L’Institut ne demande rien à la jeunesse, au contraire il offre tout, une riche bibliothèque, une collection de journaux variée, des salles spacieuses.

Il faut avoir un empire bien ferme sur soi-même pour ne pas manifester son indignation en face des menées qui se pratiquent pour nous tenir éloignés et divisés. Il ne faut pas l’oublier, les jeunes gens ont toujours été à craindre pour quiconque cherche à dominer, soit dans l’ordre politique soit dans l’ordre religieux. C’est l’âge aux aspirations nobles et désintéressées, l’âge où l’intérêt ne vient pas imposer silence à la conscience, l’âge enfin où l’homme n’a pas encore appris à porter le joug.

Bien souvent j’ai songé avec amertume à la déchéance de notre jeunesse : bien souvent je me suis fait à moi-même les réflexions que je viens d’exprimer. Combien de fois me suis-je pris à regretter cet état de chose : et à espérer des jours meilleurs ? Et ces pensées ne sont pas venues qu’à moi. Combien de jeunes gens que le courant fatal a éloignés de nous ont manifesté le désir de voir disparaitre les barrières qui nous séparent ?

La jeunesse est le cœur d’une nation comme la génération mûre en est l’esprit. Ce n’est pas à dire que l’une exclut l’autre : mais s’il y a dans l’une plus de sève, il y a dans l’autre plus de pondération. Or, quand le cœur cesse ses fonctions, quand il enlève à l’autre agent ses éléments d’actions, d’où peut partir l’initiative ? La jeunesse est le vent, l’âge mûr est le gouvernail. C’est donc à celle-là à se mouvoir, comme c’est à celui-ci à la diriger.
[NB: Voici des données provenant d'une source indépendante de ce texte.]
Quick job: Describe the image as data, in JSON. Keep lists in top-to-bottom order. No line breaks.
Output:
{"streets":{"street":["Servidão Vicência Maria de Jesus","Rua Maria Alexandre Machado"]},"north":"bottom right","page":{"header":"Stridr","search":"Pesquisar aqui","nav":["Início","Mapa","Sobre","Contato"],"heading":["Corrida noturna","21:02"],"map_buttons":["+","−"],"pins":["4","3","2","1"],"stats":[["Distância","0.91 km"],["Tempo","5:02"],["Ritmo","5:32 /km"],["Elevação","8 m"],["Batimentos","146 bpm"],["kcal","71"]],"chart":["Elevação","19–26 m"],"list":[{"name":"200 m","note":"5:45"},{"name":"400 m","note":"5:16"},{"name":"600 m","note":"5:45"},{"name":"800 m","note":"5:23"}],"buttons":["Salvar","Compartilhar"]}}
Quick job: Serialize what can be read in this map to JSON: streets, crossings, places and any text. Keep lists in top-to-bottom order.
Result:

En face de l’apathie quasi générale de nos jeunes amis dans ce pays, apathie qui va croissant de jour en jour à mesure que s’étend sur eux le réseau inextricable qui a paralysé depuis tant d’années nos efforts, comme ces herbes marines qui enlacent le nageur et le retiennent dans leurs gluantes tentacules, devons nous désespérer ? Non, Messieurs, un grand poète l’a dit pour moi « désespérer c’est déserter. » J’ai trop de confiance encore dans la portion vivace de notre population pour craindre qu’elle déserte son poste et abdique ses couleurs.
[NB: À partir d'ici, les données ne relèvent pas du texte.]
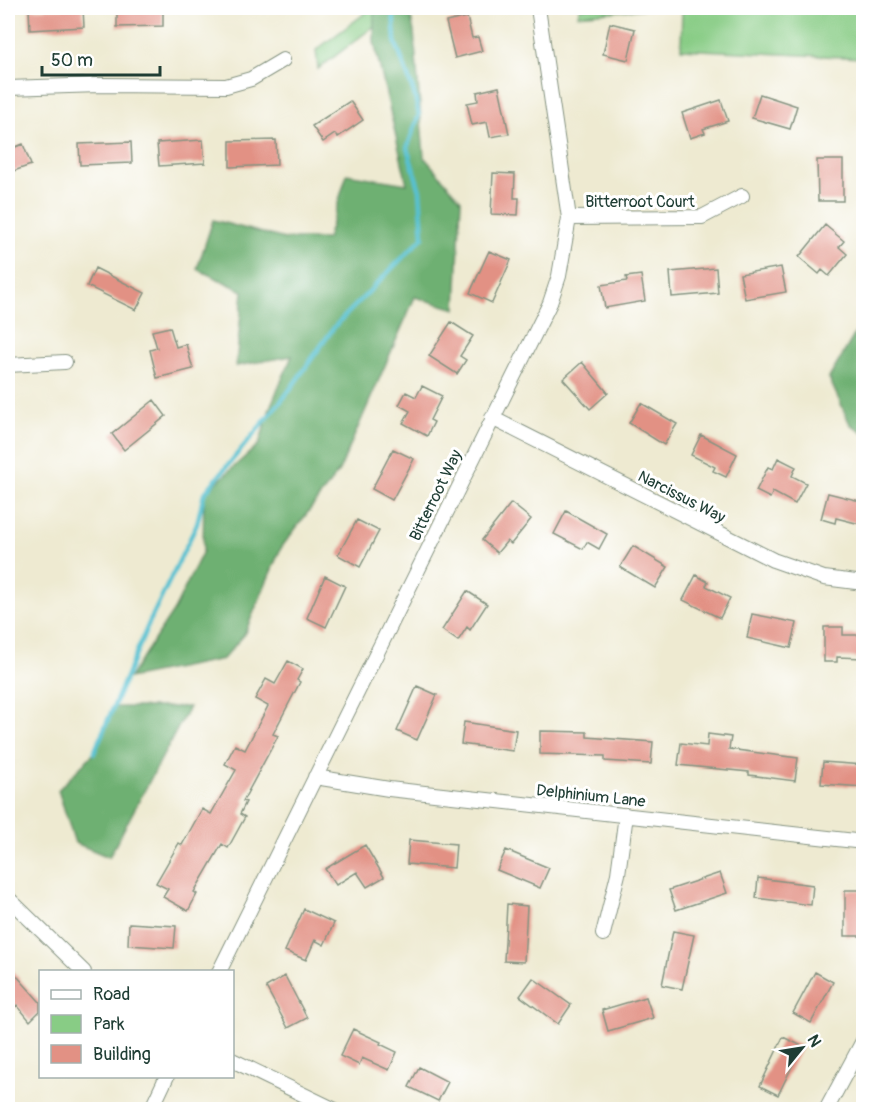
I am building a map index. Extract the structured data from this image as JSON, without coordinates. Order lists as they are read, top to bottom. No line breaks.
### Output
{"streets":{"street":["Bitterroot Court","Bitterroot Way","Narcissus Way","Delphinium Lane"]},"crossings":[["Bitterroot Court","Bitterroot Way"],["Bitterroot Way","Narcissus Way"],["Bitterroot Way","Delphinium Lane"]],"legend":["Road","Park","Building"],"scale_bar":"50 m","north":"top right"}
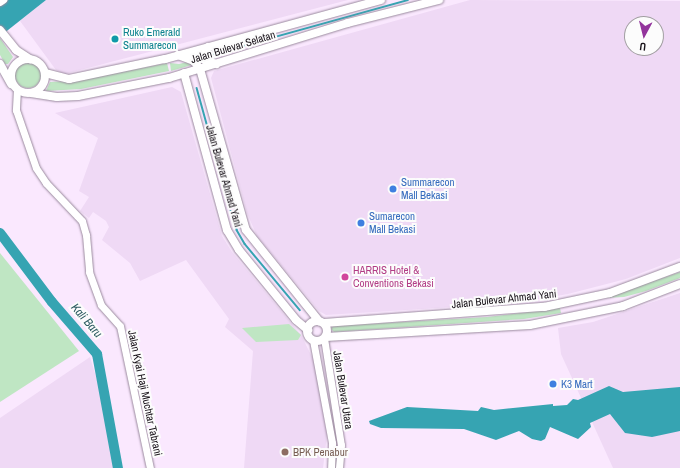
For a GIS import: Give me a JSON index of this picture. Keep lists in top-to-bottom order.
{
  "streets": {
    "main road": ["Jalan Bulevar Selatan", "Jalan Bulevar Ahmad Yani"],
    "street": ["Jalan Bulevar Utara", "Jalan Kyai Haji Muchtar Tabrani"]
  },
  "crossings": [
    ["Jalan Bulevar Selatan", "Jalan Bulevar Ahmad Yani"],
    ["Jalan Bulevar Selatan", "Jalan Kyai Haji Muchtar Tabrani"],
    ["Jalan Bulevar Ahmad Yani", "Jalan Bulevar Utara"]
  ],
  "water": ["Kali Baru"],
  "places": [
    "Ruko Emerald Summarecon",
    "Summarecon Mall Bekasi",
    "Sumarecon Mall Bekasi",
    "HARRIS Hotel & Conventions Bekasi",
    "K3 Mart",
    "BPK Penabur"
  ],
  "north": "bottom"
}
Qu’elle se relève donc, mais plus forte et plus unie, mais plus énergique et plus libre, mais plus fière et plus digne. Si elle a baissé la tête pendant un temps, ce ne doit être que pour la relever plus haute. Comptons-nous, serrons nos rangs, envisageons les obstacles. Je ne parle pas des périls, ils n’existent pas plus que les fantômes dont un enfant s’épouvante. Maudissons les craintes puériles qui nous ont divisée, et comme des hommes, ne nous occupons que des dangers réels, qu’ils proviennent intérieurement des exagérations et de la surabondance de sève inhérentes à l’ardente nature du jeune homme impatient du frein et curieux de l’inconnu, où extérieurement des embûches que l’homme ennemi sèmera sous nos pas.

En nous réunissant nous apprendrons à nous connaître et à estimer sans partager les mêmes idées. Le jour qui verra cette réconciliation sera un réveil glorieux pour notre jeunesse et notre pays.